§ **Instructions for the task**:
Copy every line below that has the word "Romani" in it.

Collected data
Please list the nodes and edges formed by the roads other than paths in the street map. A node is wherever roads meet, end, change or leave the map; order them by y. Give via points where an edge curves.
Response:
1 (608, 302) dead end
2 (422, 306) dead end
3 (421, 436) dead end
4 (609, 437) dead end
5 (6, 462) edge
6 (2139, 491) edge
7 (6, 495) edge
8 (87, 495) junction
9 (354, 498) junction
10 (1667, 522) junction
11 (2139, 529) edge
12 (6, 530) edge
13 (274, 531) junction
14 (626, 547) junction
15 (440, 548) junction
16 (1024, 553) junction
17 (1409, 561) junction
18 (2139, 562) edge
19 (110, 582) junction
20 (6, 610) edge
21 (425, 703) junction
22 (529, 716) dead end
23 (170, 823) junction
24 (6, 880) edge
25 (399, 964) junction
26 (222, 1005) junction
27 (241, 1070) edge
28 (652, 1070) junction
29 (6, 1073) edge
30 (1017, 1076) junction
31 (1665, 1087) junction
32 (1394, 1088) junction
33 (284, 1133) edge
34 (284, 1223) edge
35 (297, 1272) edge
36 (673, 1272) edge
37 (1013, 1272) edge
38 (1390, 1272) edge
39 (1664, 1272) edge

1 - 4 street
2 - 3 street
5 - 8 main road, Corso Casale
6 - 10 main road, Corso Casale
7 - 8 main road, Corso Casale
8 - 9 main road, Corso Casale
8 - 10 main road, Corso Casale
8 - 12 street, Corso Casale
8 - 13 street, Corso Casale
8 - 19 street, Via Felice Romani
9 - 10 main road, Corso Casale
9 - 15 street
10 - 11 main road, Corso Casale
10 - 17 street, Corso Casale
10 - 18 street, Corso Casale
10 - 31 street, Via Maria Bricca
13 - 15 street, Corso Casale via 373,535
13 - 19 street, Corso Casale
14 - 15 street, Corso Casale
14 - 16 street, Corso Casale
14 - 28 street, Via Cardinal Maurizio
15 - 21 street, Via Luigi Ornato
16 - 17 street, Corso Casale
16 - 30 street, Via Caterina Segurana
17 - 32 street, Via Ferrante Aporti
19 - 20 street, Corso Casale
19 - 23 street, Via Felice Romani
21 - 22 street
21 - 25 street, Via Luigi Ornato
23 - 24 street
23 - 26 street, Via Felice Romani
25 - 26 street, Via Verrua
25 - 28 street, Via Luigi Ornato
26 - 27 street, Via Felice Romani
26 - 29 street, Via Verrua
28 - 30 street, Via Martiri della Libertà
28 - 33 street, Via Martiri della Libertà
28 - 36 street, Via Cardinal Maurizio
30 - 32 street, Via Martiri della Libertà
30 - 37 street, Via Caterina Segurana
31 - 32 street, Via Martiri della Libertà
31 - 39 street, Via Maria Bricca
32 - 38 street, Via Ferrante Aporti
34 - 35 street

§ **Response area**:
8 - 19 street, Via Felice Romani
19 - 23 street, Via Felice Romani
23 - 26 street, Via Felice Romani
26 - 27 street, Via Felice Romani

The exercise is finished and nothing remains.